Data: Quando ero piccolo, mio nonno Edoardo alla mia domanda: “Quando arriva Natale?”, rispondeva: “Quando ci sarà più luce!”. Più tardi compresi che, dopo il 21 dicembre, il sole ritornava lentamente ad alzarsi nel cielo e incominciava sempre più intensamente ad illuminare la terra. Il Natale giunge nel periodo in cui il buio incomincia ad affievolirsi pigramente e avanza pacatamente la luce.
Oggi, il Natale con le sue luci sfolgoranti, con i suoi addobbi abbacinanti, con arabeschi sfavillanti incomincia molto prima: i pifferi, gli abeti, i Babbi Natali che ti entrano dalla finestra. È il Natale melenso e commerciale, festaiolo e consumistico, corrotto e corruttibile. È il Natale che i cristiani hanno banalizzato.
Anche i bimbi hanno cancellato lo stupore: non sgranano più gli occhi davanti ad un presepe: c’è ben altro da vedere; non odono più il suono delle pive: ormai anche per le strade risuonano le musiche rintronanti; non amano più il tepore di un abbraccio: sono troppo presi dalla frenesia per le nuove tecnologie. E a me, carico di anni, non resta che raccontare ai miei nipoti e a tutti i bambini come vivevo io il Natale quando avevo la loro età. E lo farò chiedendo soccorso a Luca, l’evangelista che racconta la nascita di Gesù.

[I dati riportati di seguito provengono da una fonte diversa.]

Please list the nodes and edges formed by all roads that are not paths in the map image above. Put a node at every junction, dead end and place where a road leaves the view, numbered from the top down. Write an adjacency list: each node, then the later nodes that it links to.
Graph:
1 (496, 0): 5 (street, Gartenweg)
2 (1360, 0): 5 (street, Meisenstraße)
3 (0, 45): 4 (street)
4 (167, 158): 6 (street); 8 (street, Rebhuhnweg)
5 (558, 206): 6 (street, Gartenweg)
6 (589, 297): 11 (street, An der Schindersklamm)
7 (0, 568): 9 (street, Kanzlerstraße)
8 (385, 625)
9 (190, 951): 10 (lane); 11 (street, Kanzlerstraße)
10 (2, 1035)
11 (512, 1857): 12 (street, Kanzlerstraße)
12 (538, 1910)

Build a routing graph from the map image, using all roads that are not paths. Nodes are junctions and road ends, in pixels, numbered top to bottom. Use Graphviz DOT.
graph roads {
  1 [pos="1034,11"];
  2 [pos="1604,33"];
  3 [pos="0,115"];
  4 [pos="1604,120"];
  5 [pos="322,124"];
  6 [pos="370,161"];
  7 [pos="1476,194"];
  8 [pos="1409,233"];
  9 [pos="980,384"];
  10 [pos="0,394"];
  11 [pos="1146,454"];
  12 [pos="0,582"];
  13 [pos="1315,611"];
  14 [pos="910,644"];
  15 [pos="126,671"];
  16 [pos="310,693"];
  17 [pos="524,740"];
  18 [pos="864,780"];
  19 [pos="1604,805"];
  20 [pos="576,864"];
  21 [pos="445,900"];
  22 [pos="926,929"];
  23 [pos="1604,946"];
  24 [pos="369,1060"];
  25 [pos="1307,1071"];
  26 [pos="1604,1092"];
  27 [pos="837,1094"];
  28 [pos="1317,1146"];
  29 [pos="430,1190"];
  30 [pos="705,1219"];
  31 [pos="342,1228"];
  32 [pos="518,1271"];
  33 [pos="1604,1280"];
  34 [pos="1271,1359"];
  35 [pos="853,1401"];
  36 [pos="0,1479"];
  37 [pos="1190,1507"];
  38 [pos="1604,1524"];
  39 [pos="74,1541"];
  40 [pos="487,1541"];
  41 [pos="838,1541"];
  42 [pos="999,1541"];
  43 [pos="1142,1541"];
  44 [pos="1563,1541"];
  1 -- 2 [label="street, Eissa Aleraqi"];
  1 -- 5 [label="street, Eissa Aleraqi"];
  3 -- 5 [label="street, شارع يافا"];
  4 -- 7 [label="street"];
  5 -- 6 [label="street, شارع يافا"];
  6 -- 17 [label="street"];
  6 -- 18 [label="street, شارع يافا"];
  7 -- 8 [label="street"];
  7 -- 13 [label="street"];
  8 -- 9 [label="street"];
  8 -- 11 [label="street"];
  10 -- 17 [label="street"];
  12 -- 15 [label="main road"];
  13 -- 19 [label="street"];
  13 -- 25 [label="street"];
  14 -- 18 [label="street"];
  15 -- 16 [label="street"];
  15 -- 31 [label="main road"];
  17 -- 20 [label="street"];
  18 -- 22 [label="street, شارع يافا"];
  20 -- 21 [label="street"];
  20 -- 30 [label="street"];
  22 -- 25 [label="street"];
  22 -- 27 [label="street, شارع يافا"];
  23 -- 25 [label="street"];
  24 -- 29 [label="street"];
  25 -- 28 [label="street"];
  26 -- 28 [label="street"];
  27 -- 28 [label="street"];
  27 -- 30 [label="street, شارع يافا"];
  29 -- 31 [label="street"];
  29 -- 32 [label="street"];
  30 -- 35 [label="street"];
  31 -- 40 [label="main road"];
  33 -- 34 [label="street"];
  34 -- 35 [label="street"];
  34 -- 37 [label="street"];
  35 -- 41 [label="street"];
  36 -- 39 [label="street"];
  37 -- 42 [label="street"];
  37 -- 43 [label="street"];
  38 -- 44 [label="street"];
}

Di certo sappiamo che Gesù nacque di notte, non nello sfolgorio della luce. Una luce incendia il buio della notte per qualche istante brevissimo e solo nel campo dei pastori: è l’angelo che appare per annunciare loro che il cielo si è unito alla terra, che Dio si fatto uomo. Poi la luce sui pastori si spegne presto: ad illuminare la notte sono delle modeste lanterne: quelle dei pastori che si mettono in cammino a far compagnia a quella di Giuseppe che illumina il volto del Bambino e fa luce a Maria che allatta.
Ma dove è nato Gesù? A Betlemme. Ma in che posto? Luca dice: “[Maria] lo avvolse in fasce e lo pose in una mangiatoia, perché per loro non c’era posto nell’alloggio”. Era una stalla? Una capanna? Una grotta? Non lo sappiamo, ma capiamo che è una mangiatoia, piena di ruvida paglia o di fieno a cui si sfamano le bestie: un bambino, un embrione d’uomo che in nove mesi è cresciuto nel corpo di sua madre e che poi, entrato nel mondo, sarà chiamato Gesù, il Salvatore, viene deposto in una greppia. Un cucciolo d’uomo, come tanti che nascono sotto le bombe di Kiev o sui barconi colmi di fuggiaschi che solcano le onde del Mediterraneo. “Lo avvolse in fasce”: come quelle delle nostre mamme che ci avvolsero in fasce di lana grezza da loro filata durante le notti di paura della seconda guerra mondiale. Non aveva il Bimbo la camicina di seta orlata da fili d’argento tutta vezzosa che deponiamo ai piedi dell’altare, la notte di Natale. “Non c’era posto”: ecco il primo Natale. Stare dalla parte degli esclusi, degli emarginati. È nato “fuori” perché nella città non c’è posto per Maria e Giuseppe e, con l’amarezza in gola e la speranza in cuore, trovano un rifugio. Penso a Maria che stringe teneramente il bimbo, quasi per non fargli sentire il rifiuto, a Giuseppe che l’abbraccia a sé in un gesto di tenerezza.
Continua Luca: “[I pastori] andarono, senza indugio…e se ne ritornarono glorificando e lodando Dio”. Vorrei unirmi anch’io ai pastori che mi fanno strada al chiarore di una debole lanterna, ascoltare nel silenzio lo scalpìccio dei loro passi e il tenue scampanio delle pecore, portare al Bimbo un dono che non sia futile, ma dolce offerta d’amore. Vorrei inginocchiarmi a Dio che è entrato nel mondo nell’umiltà, nella semplicità e adorarLo nel buio e chiederGli con ostinata pazienza di rammendare lo strappo tra tutti coloro che non hanno accolto il Suo invito ad essere operatori di pace.
C’è tanto buio oggi nel mondo: la cecità di chi non vede i poveri; la paura suscitata dalle notizie, dall’ignoto, l’oscurità dell’emergenza educativa, l’offuscamento della ricchezza provocata a spese degli altri, l’ombra della corruzione, l’opacità nelle relazioni, il deserto delle città sotto le macerie, le tenebre dell’indifferenza. Abbiamo bisogno di luce. Se ciascuno di noi con la sua lanterna in mano andasse con fede dove Dio ritorna, provocherebbe una fiamma che illuminerebbe l’umanità. E sarebbe veramente Natale.